DESCRIPTION OF THE TASK:
Sort through the material below and copy each line with "Upgrades".

DATASET RECORDS:
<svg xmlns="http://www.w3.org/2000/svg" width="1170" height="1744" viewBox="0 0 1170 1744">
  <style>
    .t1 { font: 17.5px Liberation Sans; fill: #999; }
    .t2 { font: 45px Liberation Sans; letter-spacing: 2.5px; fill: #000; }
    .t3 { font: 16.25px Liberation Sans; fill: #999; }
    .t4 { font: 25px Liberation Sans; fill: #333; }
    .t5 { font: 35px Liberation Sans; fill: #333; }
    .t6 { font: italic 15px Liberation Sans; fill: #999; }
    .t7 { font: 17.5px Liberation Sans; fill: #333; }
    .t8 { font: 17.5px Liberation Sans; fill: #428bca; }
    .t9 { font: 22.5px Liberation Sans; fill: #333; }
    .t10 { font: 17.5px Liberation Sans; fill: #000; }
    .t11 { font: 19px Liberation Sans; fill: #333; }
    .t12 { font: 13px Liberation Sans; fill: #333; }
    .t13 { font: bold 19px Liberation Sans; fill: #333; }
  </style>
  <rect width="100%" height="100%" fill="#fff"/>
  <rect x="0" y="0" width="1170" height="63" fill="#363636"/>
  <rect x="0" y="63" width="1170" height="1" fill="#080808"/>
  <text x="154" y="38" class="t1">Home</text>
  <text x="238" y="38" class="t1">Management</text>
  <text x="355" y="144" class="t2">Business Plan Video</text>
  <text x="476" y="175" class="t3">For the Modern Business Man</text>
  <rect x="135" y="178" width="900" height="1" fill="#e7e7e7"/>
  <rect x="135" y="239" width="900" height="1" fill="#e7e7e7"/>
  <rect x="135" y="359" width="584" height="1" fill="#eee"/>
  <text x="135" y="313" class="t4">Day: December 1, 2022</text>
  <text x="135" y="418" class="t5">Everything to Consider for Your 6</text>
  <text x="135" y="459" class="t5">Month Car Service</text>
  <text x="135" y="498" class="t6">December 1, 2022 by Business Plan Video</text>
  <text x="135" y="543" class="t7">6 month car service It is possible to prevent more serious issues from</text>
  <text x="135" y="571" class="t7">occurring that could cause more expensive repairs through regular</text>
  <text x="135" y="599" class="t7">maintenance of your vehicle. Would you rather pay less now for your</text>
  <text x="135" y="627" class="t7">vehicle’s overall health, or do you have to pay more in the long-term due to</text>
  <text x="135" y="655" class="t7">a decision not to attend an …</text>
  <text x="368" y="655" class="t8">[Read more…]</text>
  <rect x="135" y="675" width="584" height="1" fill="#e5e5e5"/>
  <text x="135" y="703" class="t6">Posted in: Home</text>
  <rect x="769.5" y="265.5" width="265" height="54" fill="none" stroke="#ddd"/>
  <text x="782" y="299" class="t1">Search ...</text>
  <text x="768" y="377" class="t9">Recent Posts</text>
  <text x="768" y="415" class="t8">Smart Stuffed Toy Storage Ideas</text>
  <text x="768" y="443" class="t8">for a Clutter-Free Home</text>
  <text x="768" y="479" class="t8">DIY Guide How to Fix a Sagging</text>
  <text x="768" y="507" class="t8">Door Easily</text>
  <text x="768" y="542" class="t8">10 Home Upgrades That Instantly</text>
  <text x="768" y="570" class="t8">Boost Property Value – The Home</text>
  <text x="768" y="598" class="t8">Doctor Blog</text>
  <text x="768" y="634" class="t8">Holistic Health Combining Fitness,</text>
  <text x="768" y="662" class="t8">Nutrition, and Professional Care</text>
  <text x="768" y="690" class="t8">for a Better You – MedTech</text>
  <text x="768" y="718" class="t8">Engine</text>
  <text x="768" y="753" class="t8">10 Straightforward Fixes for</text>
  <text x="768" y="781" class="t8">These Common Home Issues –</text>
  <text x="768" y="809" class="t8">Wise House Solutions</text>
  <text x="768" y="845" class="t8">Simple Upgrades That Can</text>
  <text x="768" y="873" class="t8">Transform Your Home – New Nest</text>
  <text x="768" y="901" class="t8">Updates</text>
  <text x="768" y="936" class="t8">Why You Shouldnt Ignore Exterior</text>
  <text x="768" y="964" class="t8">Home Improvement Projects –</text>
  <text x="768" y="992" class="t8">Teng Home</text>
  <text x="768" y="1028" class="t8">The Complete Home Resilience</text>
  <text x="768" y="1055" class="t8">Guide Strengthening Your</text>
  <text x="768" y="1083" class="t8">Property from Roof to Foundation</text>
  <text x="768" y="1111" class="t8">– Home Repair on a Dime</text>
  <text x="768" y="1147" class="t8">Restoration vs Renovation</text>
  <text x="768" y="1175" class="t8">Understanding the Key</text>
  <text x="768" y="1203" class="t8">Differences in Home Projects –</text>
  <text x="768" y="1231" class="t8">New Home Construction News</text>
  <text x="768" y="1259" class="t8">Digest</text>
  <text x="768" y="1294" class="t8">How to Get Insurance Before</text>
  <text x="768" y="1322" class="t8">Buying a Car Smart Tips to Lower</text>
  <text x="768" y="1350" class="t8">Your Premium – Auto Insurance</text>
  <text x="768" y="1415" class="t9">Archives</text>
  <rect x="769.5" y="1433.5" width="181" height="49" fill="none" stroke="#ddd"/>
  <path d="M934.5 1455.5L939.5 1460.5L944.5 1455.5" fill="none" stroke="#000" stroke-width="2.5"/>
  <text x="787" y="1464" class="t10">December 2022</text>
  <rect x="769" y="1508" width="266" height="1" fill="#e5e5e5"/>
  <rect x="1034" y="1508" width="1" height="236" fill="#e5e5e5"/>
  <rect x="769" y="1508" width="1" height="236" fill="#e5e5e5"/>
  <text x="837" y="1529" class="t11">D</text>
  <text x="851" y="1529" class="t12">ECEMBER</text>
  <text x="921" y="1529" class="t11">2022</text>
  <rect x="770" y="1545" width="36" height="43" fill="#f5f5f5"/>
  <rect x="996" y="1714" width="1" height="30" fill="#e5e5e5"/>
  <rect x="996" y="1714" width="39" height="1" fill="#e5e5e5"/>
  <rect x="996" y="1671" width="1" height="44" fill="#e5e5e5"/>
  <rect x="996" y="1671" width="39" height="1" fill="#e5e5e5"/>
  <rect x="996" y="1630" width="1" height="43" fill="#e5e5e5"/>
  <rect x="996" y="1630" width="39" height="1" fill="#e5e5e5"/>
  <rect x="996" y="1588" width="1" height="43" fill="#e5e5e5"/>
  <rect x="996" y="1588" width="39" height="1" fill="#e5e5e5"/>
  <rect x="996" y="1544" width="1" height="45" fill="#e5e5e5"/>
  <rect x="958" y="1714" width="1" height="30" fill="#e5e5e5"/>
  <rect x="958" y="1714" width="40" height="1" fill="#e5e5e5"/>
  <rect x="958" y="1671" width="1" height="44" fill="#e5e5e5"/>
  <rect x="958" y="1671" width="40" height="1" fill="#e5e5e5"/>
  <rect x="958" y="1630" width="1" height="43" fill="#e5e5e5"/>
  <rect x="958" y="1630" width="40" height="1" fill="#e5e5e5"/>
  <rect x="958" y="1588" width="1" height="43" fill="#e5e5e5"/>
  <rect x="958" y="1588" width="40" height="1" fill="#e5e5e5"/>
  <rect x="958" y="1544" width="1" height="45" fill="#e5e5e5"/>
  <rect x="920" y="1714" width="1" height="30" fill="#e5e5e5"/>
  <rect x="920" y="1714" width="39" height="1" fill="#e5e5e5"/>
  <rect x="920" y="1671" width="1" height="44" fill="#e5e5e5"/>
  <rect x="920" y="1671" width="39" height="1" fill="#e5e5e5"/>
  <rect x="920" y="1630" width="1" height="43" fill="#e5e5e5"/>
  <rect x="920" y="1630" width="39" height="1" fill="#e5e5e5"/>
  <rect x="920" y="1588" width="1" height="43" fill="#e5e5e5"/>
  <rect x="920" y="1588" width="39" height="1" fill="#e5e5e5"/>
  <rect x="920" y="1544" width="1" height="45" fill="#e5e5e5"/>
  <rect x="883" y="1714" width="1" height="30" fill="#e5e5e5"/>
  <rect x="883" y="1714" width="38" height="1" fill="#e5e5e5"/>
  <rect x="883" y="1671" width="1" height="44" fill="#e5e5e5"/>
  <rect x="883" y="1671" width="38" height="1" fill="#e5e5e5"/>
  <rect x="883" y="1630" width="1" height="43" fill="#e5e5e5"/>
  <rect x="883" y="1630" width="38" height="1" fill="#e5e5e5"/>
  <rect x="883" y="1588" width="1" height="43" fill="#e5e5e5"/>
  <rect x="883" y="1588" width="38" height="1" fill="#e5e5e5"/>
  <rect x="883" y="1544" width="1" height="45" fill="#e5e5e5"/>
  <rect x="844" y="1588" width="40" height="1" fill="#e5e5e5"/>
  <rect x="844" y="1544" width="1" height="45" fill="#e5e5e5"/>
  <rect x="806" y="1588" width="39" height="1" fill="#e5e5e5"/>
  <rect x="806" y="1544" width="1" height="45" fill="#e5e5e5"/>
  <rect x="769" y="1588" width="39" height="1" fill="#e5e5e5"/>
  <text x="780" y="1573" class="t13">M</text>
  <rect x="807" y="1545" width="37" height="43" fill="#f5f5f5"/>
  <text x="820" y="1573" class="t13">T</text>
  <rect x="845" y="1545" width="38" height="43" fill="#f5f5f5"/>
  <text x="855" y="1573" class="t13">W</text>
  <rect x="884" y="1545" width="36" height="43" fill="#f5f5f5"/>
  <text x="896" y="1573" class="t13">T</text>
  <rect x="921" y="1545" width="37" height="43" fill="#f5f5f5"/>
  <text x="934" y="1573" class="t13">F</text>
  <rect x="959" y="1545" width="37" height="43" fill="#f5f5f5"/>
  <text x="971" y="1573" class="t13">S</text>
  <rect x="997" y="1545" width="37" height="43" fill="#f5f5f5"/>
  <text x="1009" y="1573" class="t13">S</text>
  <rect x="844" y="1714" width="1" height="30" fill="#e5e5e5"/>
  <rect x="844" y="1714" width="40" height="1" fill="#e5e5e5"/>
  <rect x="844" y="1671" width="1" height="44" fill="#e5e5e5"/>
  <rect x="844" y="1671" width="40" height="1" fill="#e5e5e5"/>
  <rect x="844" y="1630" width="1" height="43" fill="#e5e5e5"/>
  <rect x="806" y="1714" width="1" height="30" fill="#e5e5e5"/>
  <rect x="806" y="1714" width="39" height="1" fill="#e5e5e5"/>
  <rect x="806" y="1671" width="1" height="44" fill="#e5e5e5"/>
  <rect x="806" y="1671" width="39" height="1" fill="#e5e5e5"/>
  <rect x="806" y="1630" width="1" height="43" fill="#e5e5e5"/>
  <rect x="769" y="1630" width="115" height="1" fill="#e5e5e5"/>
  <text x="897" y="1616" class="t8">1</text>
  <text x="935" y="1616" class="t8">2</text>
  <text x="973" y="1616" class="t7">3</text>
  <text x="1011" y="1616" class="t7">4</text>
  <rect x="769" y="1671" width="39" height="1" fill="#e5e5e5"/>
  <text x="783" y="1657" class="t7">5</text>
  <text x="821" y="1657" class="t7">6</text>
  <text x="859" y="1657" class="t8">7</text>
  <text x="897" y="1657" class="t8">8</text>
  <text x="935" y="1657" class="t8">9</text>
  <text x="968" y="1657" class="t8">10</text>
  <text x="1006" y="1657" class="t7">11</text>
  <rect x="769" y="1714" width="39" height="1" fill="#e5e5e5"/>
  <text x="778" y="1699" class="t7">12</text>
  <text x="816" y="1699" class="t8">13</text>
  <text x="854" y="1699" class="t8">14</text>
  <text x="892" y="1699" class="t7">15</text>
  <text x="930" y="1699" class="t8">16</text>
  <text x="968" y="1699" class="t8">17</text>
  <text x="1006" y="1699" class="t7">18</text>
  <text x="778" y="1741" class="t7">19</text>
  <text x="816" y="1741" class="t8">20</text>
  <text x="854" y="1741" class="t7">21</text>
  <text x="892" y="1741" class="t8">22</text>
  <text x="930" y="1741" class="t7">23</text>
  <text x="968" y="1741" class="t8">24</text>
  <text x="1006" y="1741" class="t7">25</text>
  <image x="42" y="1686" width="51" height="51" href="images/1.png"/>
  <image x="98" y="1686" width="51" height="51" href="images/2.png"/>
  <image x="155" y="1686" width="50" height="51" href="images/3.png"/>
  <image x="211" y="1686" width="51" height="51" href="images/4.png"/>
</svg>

EXERCISE SOLUTION:
  <text x="768" y="542" class="t8">10 Home Upgrades That Instantly</text>
  <text x="768" y="845" class="t8">Simple Upgrades That Can</text>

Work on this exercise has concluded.